►

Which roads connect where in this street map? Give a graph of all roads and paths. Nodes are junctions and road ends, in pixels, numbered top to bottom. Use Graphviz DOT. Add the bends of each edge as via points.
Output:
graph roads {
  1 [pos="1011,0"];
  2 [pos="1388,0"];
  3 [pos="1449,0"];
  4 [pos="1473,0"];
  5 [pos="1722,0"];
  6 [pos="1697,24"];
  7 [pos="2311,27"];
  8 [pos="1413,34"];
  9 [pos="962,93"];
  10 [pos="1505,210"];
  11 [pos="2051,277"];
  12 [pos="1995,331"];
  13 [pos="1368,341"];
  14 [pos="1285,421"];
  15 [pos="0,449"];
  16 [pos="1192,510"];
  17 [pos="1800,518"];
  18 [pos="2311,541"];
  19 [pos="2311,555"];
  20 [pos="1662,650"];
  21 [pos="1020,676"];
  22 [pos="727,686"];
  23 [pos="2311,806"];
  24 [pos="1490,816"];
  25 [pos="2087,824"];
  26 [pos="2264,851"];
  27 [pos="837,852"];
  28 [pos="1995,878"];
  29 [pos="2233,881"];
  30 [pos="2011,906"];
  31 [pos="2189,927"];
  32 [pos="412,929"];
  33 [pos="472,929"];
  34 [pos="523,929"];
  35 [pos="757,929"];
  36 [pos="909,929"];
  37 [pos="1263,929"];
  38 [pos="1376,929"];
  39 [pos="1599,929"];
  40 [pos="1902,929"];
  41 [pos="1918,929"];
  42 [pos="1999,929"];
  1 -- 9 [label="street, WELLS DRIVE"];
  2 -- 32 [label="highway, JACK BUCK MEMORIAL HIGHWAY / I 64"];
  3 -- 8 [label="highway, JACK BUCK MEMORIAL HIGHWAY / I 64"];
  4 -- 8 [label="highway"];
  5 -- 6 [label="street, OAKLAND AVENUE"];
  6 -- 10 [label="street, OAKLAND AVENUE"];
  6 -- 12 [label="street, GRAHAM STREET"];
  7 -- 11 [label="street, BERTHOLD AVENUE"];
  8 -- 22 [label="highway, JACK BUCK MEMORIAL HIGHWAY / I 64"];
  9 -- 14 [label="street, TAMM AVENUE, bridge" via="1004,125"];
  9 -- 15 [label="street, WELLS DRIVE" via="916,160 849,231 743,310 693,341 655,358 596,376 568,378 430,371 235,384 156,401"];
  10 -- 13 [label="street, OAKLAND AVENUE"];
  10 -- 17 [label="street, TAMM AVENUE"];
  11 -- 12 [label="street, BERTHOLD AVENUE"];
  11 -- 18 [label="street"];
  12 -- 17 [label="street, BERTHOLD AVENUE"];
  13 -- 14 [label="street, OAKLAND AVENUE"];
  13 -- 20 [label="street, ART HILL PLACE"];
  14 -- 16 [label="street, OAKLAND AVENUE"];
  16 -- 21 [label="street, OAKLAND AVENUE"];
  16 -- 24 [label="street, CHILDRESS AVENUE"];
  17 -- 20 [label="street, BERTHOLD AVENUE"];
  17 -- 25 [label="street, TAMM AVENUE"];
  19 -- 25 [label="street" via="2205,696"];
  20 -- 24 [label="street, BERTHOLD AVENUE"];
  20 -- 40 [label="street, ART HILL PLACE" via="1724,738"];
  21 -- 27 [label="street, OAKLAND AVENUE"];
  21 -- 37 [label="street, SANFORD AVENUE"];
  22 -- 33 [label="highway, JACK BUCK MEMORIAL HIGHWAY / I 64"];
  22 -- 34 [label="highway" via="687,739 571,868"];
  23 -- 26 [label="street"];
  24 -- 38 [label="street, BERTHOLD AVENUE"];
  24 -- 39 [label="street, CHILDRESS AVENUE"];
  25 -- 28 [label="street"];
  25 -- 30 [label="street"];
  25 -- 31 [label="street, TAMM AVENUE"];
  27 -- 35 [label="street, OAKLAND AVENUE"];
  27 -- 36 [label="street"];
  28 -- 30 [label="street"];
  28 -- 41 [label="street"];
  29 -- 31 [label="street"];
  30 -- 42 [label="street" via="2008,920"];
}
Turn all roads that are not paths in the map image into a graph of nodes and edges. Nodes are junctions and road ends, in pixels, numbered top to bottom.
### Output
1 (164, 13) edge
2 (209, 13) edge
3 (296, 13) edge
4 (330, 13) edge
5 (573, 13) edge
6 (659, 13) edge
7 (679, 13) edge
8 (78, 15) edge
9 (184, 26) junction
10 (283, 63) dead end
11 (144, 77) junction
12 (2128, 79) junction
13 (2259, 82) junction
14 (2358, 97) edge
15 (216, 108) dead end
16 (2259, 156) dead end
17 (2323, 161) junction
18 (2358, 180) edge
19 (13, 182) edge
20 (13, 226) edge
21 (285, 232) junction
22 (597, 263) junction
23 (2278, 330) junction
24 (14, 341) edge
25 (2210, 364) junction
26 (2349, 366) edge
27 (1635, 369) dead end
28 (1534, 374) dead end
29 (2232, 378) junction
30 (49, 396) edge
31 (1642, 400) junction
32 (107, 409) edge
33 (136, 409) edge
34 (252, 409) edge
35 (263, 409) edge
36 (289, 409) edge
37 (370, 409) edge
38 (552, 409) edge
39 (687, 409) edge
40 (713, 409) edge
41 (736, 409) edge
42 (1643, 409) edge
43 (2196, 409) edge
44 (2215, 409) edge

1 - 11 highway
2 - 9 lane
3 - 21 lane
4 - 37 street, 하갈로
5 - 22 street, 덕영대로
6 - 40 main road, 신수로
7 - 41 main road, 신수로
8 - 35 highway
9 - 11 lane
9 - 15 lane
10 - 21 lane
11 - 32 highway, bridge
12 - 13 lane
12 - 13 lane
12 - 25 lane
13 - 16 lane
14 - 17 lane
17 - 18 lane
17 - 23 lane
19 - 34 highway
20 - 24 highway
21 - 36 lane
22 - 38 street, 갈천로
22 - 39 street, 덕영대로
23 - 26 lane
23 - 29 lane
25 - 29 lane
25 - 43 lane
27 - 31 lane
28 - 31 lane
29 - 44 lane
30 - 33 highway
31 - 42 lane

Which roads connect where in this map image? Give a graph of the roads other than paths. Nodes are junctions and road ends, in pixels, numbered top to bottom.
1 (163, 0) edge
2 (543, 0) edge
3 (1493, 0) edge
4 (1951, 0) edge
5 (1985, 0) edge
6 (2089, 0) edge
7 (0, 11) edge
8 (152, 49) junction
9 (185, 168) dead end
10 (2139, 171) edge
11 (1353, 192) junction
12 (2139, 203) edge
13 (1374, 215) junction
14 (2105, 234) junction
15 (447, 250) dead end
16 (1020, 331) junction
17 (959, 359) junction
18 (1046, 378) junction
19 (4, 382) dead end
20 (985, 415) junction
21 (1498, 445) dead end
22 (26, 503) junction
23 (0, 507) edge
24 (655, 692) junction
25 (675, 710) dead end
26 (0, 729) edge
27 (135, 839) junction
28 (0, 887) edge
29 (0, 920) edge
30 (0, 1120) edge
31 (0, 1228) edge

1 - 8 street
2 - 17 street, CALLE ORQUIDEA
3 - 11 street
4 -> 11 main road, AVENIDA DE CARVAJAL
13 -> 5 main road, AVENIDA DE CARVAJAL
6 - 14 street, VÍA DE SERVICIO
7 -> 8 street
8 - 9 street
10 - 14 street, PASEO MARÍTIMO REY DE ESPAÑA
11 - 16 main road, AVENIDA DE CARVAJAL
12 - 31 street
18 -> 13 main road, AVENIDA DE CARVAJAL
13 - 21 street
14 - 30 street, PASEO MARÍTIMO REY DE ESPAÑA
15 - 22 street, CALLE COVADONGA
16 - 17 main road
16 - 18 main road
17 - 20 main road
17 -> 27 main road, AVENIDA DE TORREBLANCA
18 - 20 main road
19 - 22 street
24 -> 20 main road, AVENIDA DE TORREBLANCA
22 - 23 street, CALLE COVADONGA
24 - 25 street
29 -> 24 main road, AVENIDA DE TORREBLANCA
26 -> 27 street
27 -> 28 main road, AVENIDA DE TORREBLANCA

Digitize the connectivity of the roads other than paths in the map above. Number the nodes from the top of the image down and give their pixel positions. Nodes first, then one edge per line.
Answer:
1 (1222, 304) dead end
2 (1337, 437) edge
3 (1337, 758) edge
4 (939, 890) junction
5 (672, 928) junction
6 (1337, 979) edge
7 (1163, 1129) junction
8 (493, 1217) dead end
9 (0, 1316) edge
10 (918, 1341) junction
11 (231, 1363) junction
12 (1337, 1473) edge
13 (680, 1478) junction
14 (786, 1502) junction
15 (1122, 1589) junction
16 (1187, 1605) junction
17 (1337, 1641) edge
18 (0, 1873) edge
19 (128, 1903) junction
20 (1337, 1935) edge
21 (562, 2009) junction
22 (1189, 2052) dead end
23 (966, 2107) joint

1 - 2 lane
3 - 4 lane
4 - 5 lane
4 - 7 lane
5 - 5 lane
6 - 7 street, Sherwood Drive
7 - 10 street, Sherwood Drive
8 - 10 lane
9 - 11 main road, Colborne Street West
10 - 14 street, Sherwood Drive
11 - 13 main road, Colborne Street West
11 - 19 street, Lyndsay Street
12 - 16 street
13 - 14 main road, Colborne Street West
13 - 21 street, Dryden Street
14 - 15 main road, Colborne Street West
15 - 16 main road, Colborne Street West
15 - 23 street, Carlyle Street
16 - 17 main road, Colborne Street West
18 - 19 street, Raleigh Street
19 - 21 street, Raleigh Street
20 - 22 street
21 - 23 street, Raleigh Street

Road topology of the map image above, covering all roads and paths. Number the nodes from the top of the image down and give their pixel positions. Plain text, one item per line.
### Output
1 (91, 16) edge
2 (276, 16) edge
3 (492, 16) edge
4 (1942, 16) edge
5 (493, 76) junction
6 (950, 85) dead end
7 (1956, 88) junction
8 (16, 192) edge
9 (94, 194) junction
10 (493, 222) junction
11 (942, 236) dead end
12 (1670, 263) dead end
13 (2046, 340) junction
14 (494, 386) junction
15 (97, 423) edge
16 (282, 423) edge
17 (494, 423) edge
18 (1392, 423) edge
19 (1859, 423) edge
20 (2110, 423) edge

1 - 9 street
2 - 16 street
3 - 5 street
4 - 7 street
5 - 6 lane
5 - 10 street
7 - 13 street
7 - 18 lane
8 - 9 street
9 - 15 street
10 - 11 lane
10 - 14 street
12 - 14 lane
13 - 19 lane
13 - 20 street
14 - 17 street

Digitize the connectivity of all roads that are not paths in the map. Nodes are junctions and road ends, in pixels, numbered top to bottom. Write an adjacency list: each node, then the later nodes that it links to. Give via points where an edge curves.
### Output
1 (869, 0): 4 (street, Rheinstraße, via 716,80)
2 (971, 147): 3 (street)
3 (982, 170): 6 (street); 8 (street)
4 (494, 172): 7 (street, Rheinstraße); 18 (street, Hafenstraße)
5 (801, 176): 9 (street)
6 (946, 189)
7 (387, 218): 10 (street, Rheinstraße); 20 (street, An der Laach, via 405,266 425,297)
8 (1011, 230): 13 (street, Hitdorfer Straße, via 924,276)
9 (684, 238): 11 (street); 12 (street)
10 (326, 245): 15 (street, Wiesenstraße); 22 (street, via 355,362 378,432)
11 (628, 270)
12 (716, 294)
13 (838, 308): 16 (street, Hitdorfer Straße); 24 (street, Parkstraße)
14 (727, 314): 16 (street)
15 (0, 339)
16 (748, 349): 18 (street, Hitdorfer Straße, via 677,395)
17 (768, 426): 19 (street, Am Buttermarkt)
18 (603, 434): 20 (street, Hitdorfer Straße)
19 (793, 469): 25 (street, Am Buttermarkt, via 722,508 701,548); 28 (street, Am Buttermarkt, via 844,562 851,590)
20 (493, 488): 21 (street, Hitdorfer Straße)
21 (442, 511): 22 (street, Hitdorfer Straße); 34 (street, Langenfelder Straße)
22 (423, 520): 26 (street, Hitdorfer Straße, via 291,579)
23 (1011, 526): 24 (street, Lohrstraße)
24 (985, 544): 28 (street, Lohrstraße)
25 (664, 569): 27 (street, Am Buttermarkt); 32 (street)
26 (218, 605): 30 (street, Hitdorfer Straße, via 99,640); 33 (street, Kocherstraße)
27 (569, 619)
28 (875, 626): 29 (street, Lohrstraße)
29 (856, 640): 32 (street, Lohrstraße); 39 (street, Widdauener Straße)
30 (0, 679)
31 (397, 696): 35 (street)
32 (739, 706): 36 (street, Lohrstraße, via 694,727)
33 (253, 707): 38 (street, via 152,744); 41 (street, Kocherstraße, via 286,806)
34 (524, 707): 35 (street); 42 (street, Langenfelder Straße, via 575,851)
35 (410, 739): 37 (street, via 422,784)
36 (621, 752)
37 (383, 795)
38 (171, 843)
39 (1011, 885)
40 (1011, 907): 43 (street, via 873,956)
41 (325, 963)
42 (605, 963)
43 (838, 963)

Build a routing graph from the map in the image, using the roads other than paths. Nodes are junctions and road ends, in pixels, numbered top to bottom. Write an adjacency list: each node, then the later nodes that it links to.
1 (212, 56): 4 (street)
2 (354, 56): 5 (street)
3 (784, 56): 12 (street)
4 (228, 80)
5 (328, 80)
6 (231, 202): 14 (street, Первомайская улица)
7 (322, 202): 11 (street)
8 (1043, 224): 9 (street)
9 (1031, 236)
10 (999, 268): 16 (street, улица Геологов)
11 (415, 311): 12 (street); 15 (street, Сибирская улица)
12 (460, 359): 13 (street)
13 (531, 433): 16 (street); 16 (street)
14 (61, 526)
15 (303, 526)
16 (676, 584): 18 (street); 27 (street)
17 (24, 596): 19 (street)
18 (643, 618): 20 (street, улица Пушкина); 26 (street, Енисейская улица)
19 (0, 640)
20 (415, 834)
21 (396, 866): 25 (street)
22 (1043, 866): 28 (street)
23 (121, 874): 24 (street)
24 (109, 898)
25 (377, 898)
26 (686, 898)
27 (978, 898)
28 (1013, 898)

◄

● Work order: Scan the entries above, and wherever a line holds the string "PLACE", copy it.

● Task result:
  13 -- 20 [label="street, ART HILL PLACE"];
  20 -- 40 [label="street, ART HILL PLACE" via="1724,738"];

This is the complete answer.